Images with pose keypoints
- Opening Delimiter -
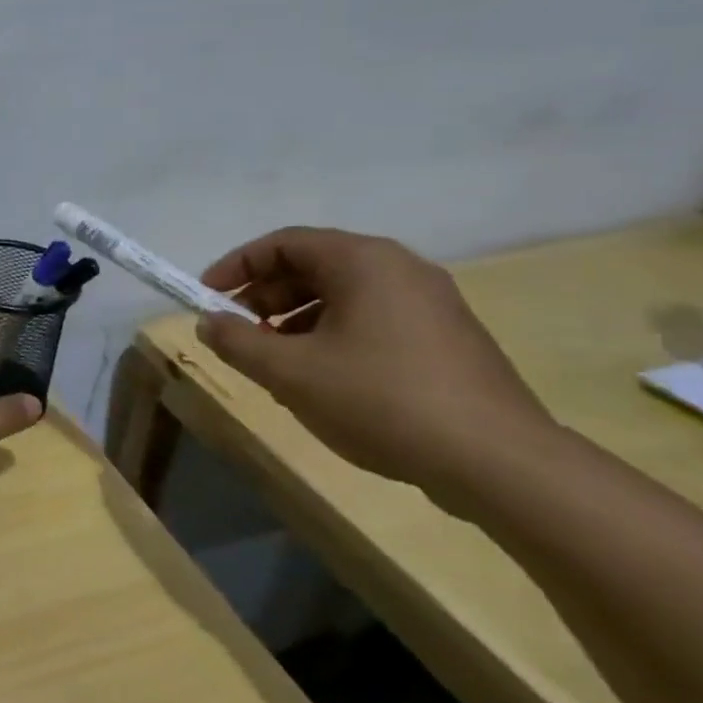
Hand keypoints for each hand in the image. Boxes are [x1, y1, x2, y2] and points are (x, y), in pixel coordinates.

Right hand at [195, 228, 556, 496]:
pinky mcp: (445, 336)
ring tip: (272, 358)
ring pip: (342, 294)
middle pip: (313, 265)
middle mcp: (399, 268)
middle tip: (236, 330)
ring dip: (294, 318)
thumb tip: (209, 322)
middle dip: (264, 295)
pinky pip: (371, 317)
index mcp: (363, 261)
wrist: (497, 460)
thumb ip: (237, 341)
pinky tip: (319, 375)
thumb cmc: (380, 399)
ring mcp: (430, 302)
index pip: (283, 242)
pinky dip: (331, 332)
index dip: (236, 266)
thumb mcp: (289, 372)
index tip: (206, 297)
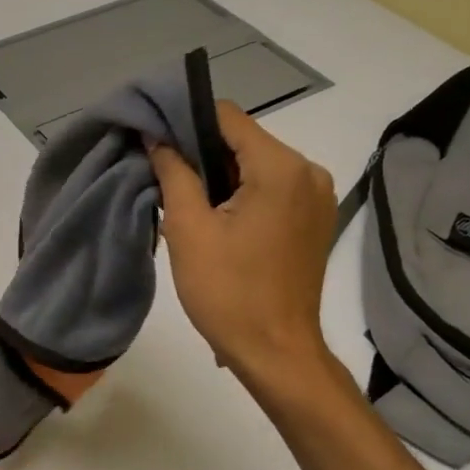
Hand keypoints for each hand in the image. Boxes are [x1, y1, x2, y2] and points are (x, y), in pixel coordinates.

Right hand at [149, 102, 339, 386]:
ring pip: (256, 164)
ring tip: (185, 202)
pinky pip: (271, 188)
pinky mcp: (315, 219)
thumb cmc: (228, 292)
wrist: (276, 353)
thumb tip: (157, 137)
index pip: (226, 116)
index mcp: (280, 167)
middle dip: (200, 152)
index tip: (153, 139)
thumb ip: (173, 172)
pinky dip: (241, 193)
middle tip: (162, 175)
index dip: (184, 120)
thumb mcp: (188, 229)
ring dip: (219, 175)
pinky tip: (217, 219)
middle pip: (243, 140)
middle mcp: (308, 171)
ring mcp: (317, 196)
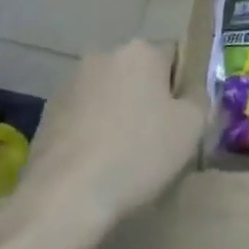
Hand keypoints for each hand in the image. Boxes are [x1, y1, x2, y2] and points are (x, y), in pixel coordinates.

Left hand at [20, 41, 205, 227]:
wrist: (64, 197)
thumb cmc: (138, 154)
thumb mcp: (191, 127)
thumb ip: (200, 99)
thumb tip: (193, 93)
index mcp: (141, 51)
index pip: (175, 56)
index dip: (184, 87)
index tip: (184, 119)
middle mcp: (103, 55)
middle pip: (140, 73)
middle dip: (149, 98)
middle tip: (159, 138)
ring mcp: (70, 83)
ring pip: (110, 94)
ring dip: (119, 113)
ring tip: (125, 156)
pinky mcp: (47, 113)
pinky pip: (84, 115)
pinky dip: (94, 131)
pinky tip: (97, 164)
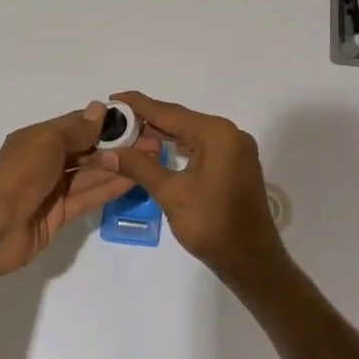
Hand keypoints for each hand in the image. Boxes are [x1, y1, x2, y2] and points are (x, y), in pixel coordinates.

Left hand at [0, 102, 135, 276]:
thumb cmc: (18, 176)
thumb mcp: (46, 143)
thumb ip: (76, 130)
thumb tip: (100, 109)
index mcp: (39, 139)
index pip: (78, 125)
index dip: (105, 123)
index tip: (135, 121)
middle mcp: (47, 161)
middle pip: (87, 150)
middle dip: (117, 146)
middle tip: (150, 143)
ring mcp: (53, 189)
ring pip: (91, 174)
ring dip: (118, 166)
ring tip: (149, 160)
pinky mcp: (59, 215)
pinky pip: (88, 197)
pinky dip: (109, 188)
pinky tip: (133, 180)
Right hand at [98, 92, 291, 293]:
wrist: (252, 261)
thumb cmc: (212, 225)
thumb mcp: (171, 193)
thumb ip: (139, 167)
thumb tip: (107, 153)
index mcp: (217, 133)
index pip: (169, 112)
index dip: (138, 105)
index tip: (113, 98)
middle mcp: (230, 133)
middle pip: (181, 120)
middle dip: (148, 120)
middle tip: (116, 119)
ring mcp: (236, 149)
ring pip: (191, 134)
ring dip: (163, 134)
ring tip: (131, 134)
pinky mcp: (237, 164)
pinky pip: (203, 146)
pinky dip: (180, 147)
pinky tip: (160, 151)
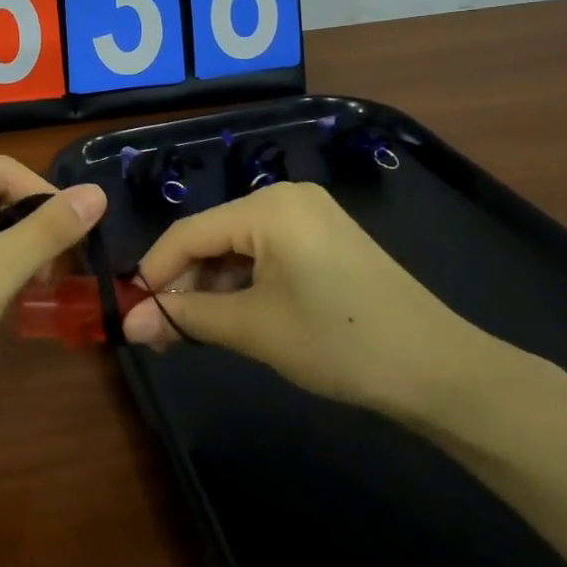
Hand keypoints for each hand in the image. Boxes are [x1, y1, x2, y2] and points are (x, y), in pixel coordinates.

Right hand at [123, 181, 514, 428]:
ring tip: (192, 332)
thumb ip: (185, 319)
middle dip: (184, 285)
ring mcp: (310, 216)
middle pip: (213, 237)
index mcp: (267, 206)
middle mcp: (286, 198)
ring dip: (212, 288)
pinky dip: (243, 284)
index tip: (129, 312)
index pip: (189, 233)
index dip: (154, 272)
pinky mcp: (325, 239)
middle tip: (160, 333)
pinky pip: (266, 253)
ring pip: (238, 248)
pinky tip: (231, 317)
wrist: (437, 369)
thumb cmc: (337, 341)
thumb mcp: (253, 329)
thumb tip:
- Closing Delimiter -
All of the entries, apart from the pictures, must be returned exactly.

§ **Response to this task**:
Hand keypoints for each hand in the image. Boxes are [x1, y1, x2, y2] and points are (x, y), in pixel coordinates.

Right hand at [195, 228, 556, 496]:
pinky mcp: (445, 336)
ring tip: (272, 358)
ring pip: (342, 294)
middle pip: (313, 265)
middle mcp: (399, 268)
middle tip: (236, 330)
ring dip: (294, 318)
thumb tip: (209, 322)
middle dip: (264, 295)
pinky pip: (371, 317)
index mcp: (363, 261)
wrist: (497, 460)
thumb ip: (237, 341)
pinky tip: (319, 375)
thumb cmc: (380, 399)
ring mcp: (430, 302)
index pip: (283, 242)
pinky dip: (331, 332)
index dip: (236, 266)
thumb mcp: (289, 372)
index tip: (206, 297)
Hand keypoints for each hand in the image. Boxes are [x1, y1, x2, y2] and points are (x, y), in pixel coordinates.

Right hand at [149, 102, 339, 386]:
ring pip: (256, 164)
ring tip: (185, 202)
pinky pip: (271, 188)
pinky mcp: (315, 219)
thumb cmc: (228, 292)
wrist: (276, 353)
thumb tip: (157, 137)
index pip: (226, 116)
index mcp: (280, 167)
middle dip: (200, 152)
index tip: (153, 139)
thumb ip: (173, 172)
pinky dip: (241, 193)
middle tip: (162, 175)
index dip: (184, 120)
thumb mcp: (188, 229)
ring dip: (219, 175)
pinky tip: (217, 219)
middle pip: (243, 140)
middle mcp: (308, 171)
ring mcp: (317, 196)
Hand keypoints for each hand in the image. Boxes are [x1, y1, x2, y2] and points are (x, y), in pixel coordinates.

Left hand at [20, 41, 205, 227]:
wrist: (64, 197)
thumb cmc: (138, 154)
thumb mcp: (191, 127)
thumb ip: (200, 99)
thumb tip: (193, 93)
index mcp: (141, 51)
index pip: (175, 56)
index dip: (184, 87)
index tip: (184, 119)
middle mcp: (103, 55)
middle pip: (140, 73)
middle dip: (149, 98)
middle tip: (159, 138)
ring mcp: (70, 83)
ring pip: (110, 94)
ring dip: (119, 113)
ring tip: (125, 156)
pinky mcp: (47, 113)
pinky pip: (84, 115)
pinky dip: (94, 131)
pinky tip: (97, 164)
Hand keypoints for each hand in the image. Boxes are [x1, y1, x2, y2] and points are (x, y), in pixel coordinates.

Left hand at [0, 102, 135, 276]:
thumb cmc: (18, 176)
thumb mcp: (46, 143)
thumb ip: (76, 130)
thumb tip: (100, 109)
index mcp: (39, 139)
index pip: (78, 125)
index dip: (105, 123)
index tip: (135, 121)
middle mcp: (47, 161)
middle pip: (87, 150)
middle dip: (117, 146)
middle tip: (150, 143)
ring mcp: (53, 189)
ring pip: (91, 174)
ring dip: (118, 166)
ring tip: (149, 160)
pinky mcp: (59, 215)
pinky pip: (88, 197)
pinky dip: (109, 188)
pinky tip: (133, 180)
Right hand at [98, 92, 291, 293]:
wrist: (252, 261)
thumb cmc: (212, 225)
thumb mcp: (171, 193)
thumb ip: (139, 167)
thumb tip: (107, 153)
index mcp: (217, 133)
index pip: (169, 112)
index dip: (138, 105)
index tip: (113, 98)
middle mcp: (230, 133)
middle pip: (181, 120)
middle dip: (148, 120)
middle tip: (116, 119)
ring mcp: (236, 149)
ring pip: (191, 134)
ring dip: (163, 134)
ring tip: (131, 134)
pinky mcp: (237, 164)
pinky pip: (203, 146)
pinky dip: (180, 147)
pinky tip: (160, 151)
Hand keypoints for each hand in the image. Boxes are [x1, y1, x2, y2] and points are (x, y), in pixel coordinates.

Right hand at [123, 181, 514, 428]:
ring tip: (192, 332)
thumb ip: (185, 319)
middle dip: (184, 285)
ring mcp: (310, 216)
middle pip: (213, 237)
index mcp: (267, 206)
middle mcp: (286, 198)
ring dip: (212, 288)
pinky dip: (243, 284)
index tip: (129, 312)
index pip: (189, 233)
index dip: (154, 272)
pinky mcp: (325, 239)
middle tip: (160, 333)
pinky pip: (266, 253)
ring pip: (238, 248)
pinky tip: (231, 317)
wrist: (437, 369)
thumb cmc: (337, 341)
thumb mcp: (253, 329)
thumb tip:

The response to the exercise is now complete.